■ **Material to process**
Segment Open

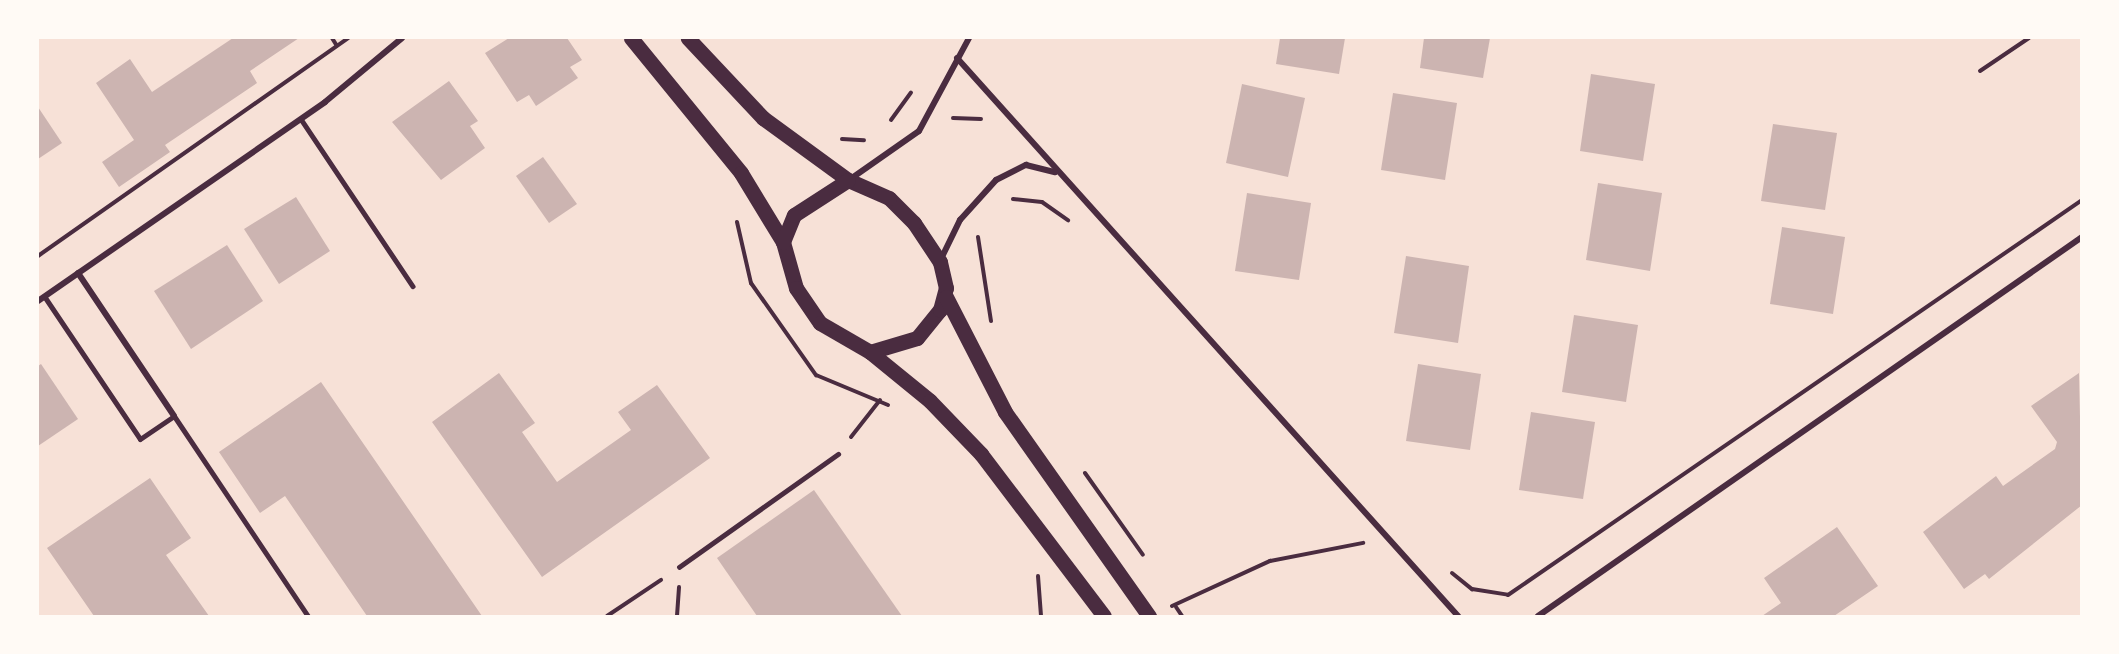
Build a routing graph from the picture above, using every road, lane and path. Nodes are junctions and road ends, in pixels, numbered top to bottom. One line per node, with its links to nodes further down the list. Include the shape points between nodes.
1 (332, 38): 8 (path)
2 (348, 38): 8 (path)
3 (400, 38): 14 (street)
4 (631, 38): 26 (main road, via 722,147)
5 (688, 38): 20 (main road, via 754,110)
6 (969, 38): 9 (street)
7 (2029, 38): 10 (path)
8 (337, 46): 27 (path)
9 (957, 58): 13 (street); 15 (street)
10 (1980, 71)
11 (914, 88): 12 (path)
12 (904, 102): 13 (path); 16 (path)
13 (929, 114): 15 (path); 20 (street, via 902,146)
14 (301, 119): 29 (street); 30 (lane)
15 (1013, 121): 19 (street)
16 (885, 126)
17 (875, 135): 18 (path, via 857,141)
18 (831, 136)
19 (1058, 174): 28 (street, via 1026,165 996,180 960,220); 54 (street)
20 (848, 180): 26 (main road, via 794,215); 28 (main road, via 890,198)
21 (2082, 200): 43 (path, via 1509,595 1472,588)
22 (1003, 203): 24 (path, via 1032,198)
23 (982, 225): 34 (path, via 978,244)
24 (1076, 226)
25 (2082, 237): 55 (street)
26 (783, 242): 35 (main road, via 790,273 811,313 839,338)
27 (38, 256)
28 (940, 262): 32 (main road)
29 (78, 273): 31 (street); 37 (street)
30 (413, 286)
31 (44, 296): 33 (street); 37 (street, via 140,439)
32 (946, 297): 35 (main road, via 917,338); 52 (main road, via 1005,412)
33 (38, 301)
34 (992, 328)
35 (870, 352): 51 (main road, via 930,401 981,454)
36 (880, 400): 38 (path)
37 (174, 416): 48 (street)
38 (838, 454): 45 (lane)
39 (1077, 464): 44 (path)
40 (1356, 534): 41 (path)
41 (1364, 543): 42 (path); 47 (path, via 1270,561)
42 (1371, 551)
43 (1444, 563)
44 (1150, 566)
45 (679, 567): 49 (path); 50 (path)
46 (1169, 595): 47 (path)
47 (1175, 604): 53 (path)
48 (308, 616)
49 (607, 616)
50 (677, 616)
51 (1104, 616)
52 (1149, 616)
53 (1182, 616)
54 (1458, 616)
55 (1538, 616)

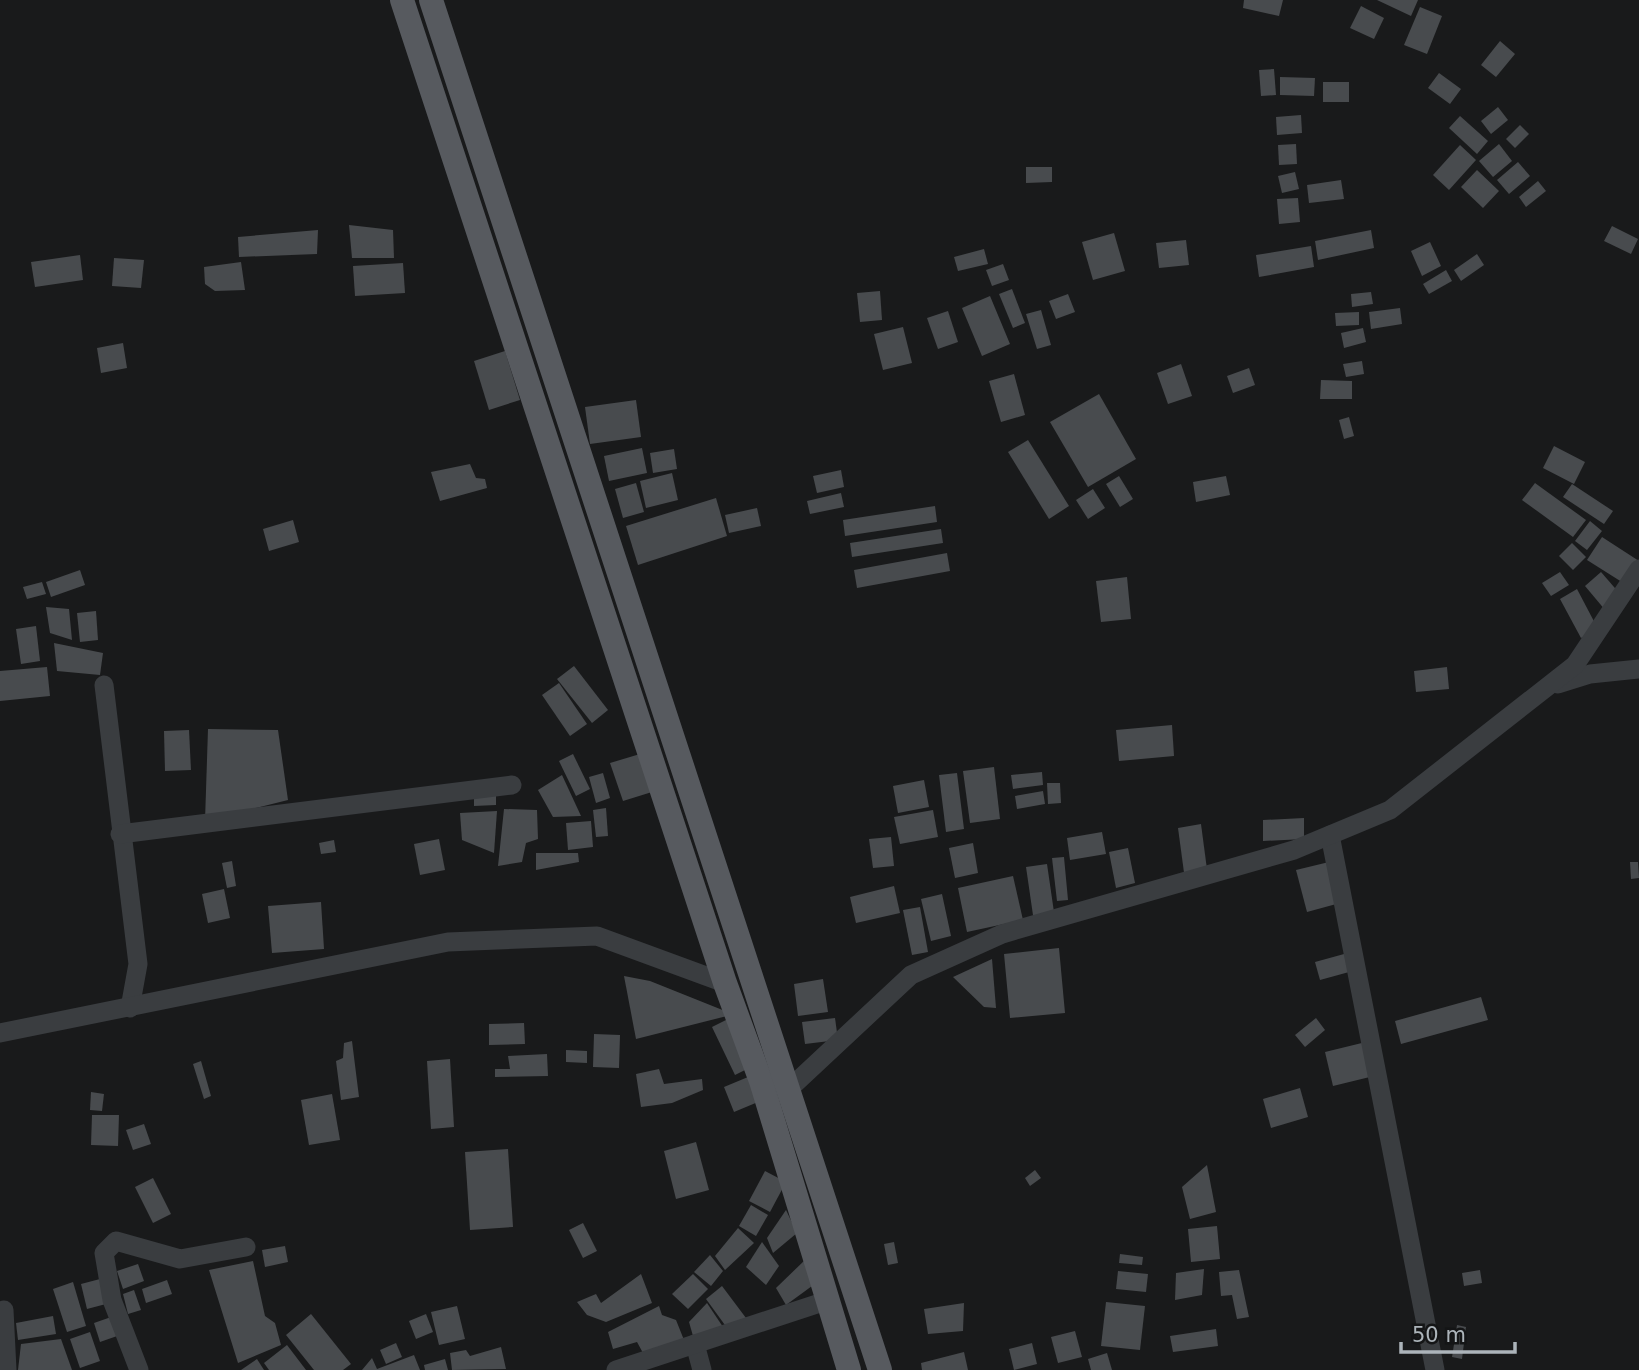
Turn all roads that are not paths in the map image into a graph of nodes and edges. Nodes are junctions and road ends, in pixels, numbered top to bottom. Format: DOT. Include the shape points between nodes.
graph roads {
  1 [pos="402,0"];
  2 [pos="431,0"];
  3 [pos="1639,569"];
  4 [pos="1639,669"];
  5 [pos="104,685"];
  6 [pos="1546,687"];
  7 [pos="512,785"];
  8 [pos="120,834"];
  9 [pos="1330,835"];
  10 [pos="737,927"];
  11 [pos="711,938"];
  12 [pos="725,983"];
  13 [pos="130,1009"];
  14 [pos="0,1033"];
  15 [pos="790,1088"];
  16 [pos="246,1247"];
  17 [pos="826,1301"];
  18 [pos="4,1310"];
  19 [pos="695,1344"];
  20 [pos="7,1370"];
  21 [pos="139,1370"];
  22 [pos="616,1370"];
  23 [pos="702,1370"];
  24 [pos="849,1370"];
  25 [pos="880,1370"];
  26 [pos="1435,1370"];
  1 -- 11 [label="main road"];
  2 -- 10 [label="main road"];
  3 -- 6 [label="street" via="1575,665"];
  4 -- 6 [label="street" via="1590,674"];
  5 -- 8 [label="street"];
  6 -- 9 [label="street" via="1390,810"];
  7 -- 8 [label="street"];
  8 -- 13 [label="street" via="138,964"];
  9 -- 15 [label="street" via="1294,850 1002,934 911,975"];
  9 -- 26 [label="street"];
  10 -- 11 [label="main road"];
  10 -- 15 [label="main road"];
  11 -- 12 [label="main road"];
  12 -- 13 [label="street" via="597,936 448,942"];
  12 -- 17 [label="main road" via="761,1081"];
  13 -- 14 [label="street"];
  15 -- 25 [label="main road"];
  16 -- 21 [label="street" via="180,1259 116,1241 104,1253 112,1300"];
  17 -- 19 [label="street"];
  17 -- 24 [label="main road"];
  18 -- 20 [label="street"];
  19 -- 22 [label="street"];
  19 -- 23 [label="street"];
}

Segment Closed

■ **Assigned task**
Each entry above is to be written out again unchanged, apart from the pictures, which are left out.

■ **Result of the task**
Build a routing graph from the picture above, using every road, lane and path. Nodes are junctions and road ends, in pixels, numbered top to bottom. One line per node, with its links to nodes further down the list. Include the shape points between nodes.
1 (332, 38): 8 (path)
2 (348, 38): 8 (path)
3 (400, 38): 14 (street)
4 (631, 38): 26 (main road, via 722,147)
5 (688, 38): 20 (main road, via 754,110)
6 (969, 38): 9 (street)
7 (2029, 38): 10 (path)
8 (337, 46): 27 (path)
9 (957, 58): 13 (street); 15 (street)
10 (1980, 71)
11 (914, 88): 12 (path)
12 (904, 102): 13 (path); 16 (path)
13 (929, 114): 15 (path); 20 (street, via 902,146)
14 (301, 119): 29 (street); 30 (lane)
15 (1013, 121): 19 (street)
16 (885, 126)
17 (875, 135): 18 (path, via 857,141)
18 (831, 136)
19 (1058, 174): 28 (street, via 1026,165 996,180 960,220); 54 (street)
20 (848, 180): 26 (main road, via 794,215); 28 (main road, via 890,198)
21 (2082, 200): 43 (path, via 1509,595 1472,588)
22 (1003, 203): 24 (path, via 1032,198)
23 (982, 225): 34 (path, via 978,244)
24 (1076, 226)
25 (2082, 237): 55 (street)
26 (783, 242): 35 (main road, via 790,273 811,313 839,338)
27 (38, 256)
28 (940, 262): 32 (main road)
29 (78, 273): 31 (street); 37 (street)
30 (413, 286)
31 (44, 296): 33 (street); 37 (street, via 140,439)
32 (946, 297): 35 (main road, via 917,338); 52 (main road, via 1005,412)
33 (38, 301)
34 (992, 328)
35 (870, 352): 51 (main road, via 930,401 981,454)
36 (880, 400): 38 (path)
37 (174, 416): 48 (street)
38 (838, 454): 45 (lane)
39 (1077, 464): 44 (path)
40 (1356, 534): 41 (path)
41 (1364, 543): 42 (path); 47 (path, via 1270,561)
42 (1371, 551)
43 (1444, 563)
44 (1150, 566)
45 (679, 567): 49 (path); 50 (path)
46 (1169, 595): 47 (path)
47 (1175, 604): 53 (path)
48 (308, 616)
49 (607, 616)
50 (677, 616)
51 (1104, 616)
52 (1149, 616)
53 (1182, 616)
54 (1458, 616)
55 (1538, 616)

Turn all roads that are not paths in the map image into a graph of nodes and edges. Nodes are junctions and road ends, in pixels, numbered top to bottom. Format: DOT. Include the shape points between nodes.
graph roads {
  1 [pos="402,0"];
  2 [pos="431,0"];
  3 [pos="1639,569"];
  4 [pos="1639,669"];
  5 [pos="104,685"];
  6 [pos="1546,687"];
  7 [pos="512,785"];
  8 [pos="120,834"];
  9 [pos="1330,835"];
  10 [pos="737,927"];
  11 [pos="711,938"];
  12 [pos="725,983"];
  13 [pos="130,1009"];
  14 [pos="0,1033"];
  15 [pos="790,1088"];
  16 [pos="246,1247"];
  17 [pos="826,1301"];
  18 [pos="4,1310"];
  19 [pos="695,1344"];
  20 [pos="7,1370"];
  21 [pos="139,1370"];
  22 [pos="616,1370"];
  23 [pos="702,1370"];
  24 [pos="849,1370"];
  25 [pos="880,1370"];
  26 [pos="1435,1370"];
  1 -- 11 [label="main road"];
  2 -- 10 [label="main road"];
  3 -- 6 [label="street" via="1575,665"];
  4 -- 6 [label="street" via="1590,674"];
  5 -- 8 [label="street"];
  6 -- 9 [label="street" via="1390,810"];
  7 -- 8 [label="street"];
  8 -- 13 [label="street" via="138,964"];
  9 -- 15 [label="street" via="1294,850 1002,934 911,975"];
  9 -- 26 [label="street"];
  10 -- 11 [label="main road"];
  10 -- 15 [label="main road"];
  11 -- 12 [label="main road"];
  12 -- 13 [label="street" via="597,936 448,942"];
  12 -- 17 [label="main road" via="761,1081"];
  13 -- 14 [label="street"];
  15 -- 25 [label="main road"];
  16 -- 21 [label="street" via="180,1259 116,1241 104,1253 112,1300"];
  17 -- 19 [label="street"];
  17 -- 24 [label="main road"];
  18 -- 20 [label="street"];
  19 -- 22 [label="street"];
  19 -- 23 [label="street"];
}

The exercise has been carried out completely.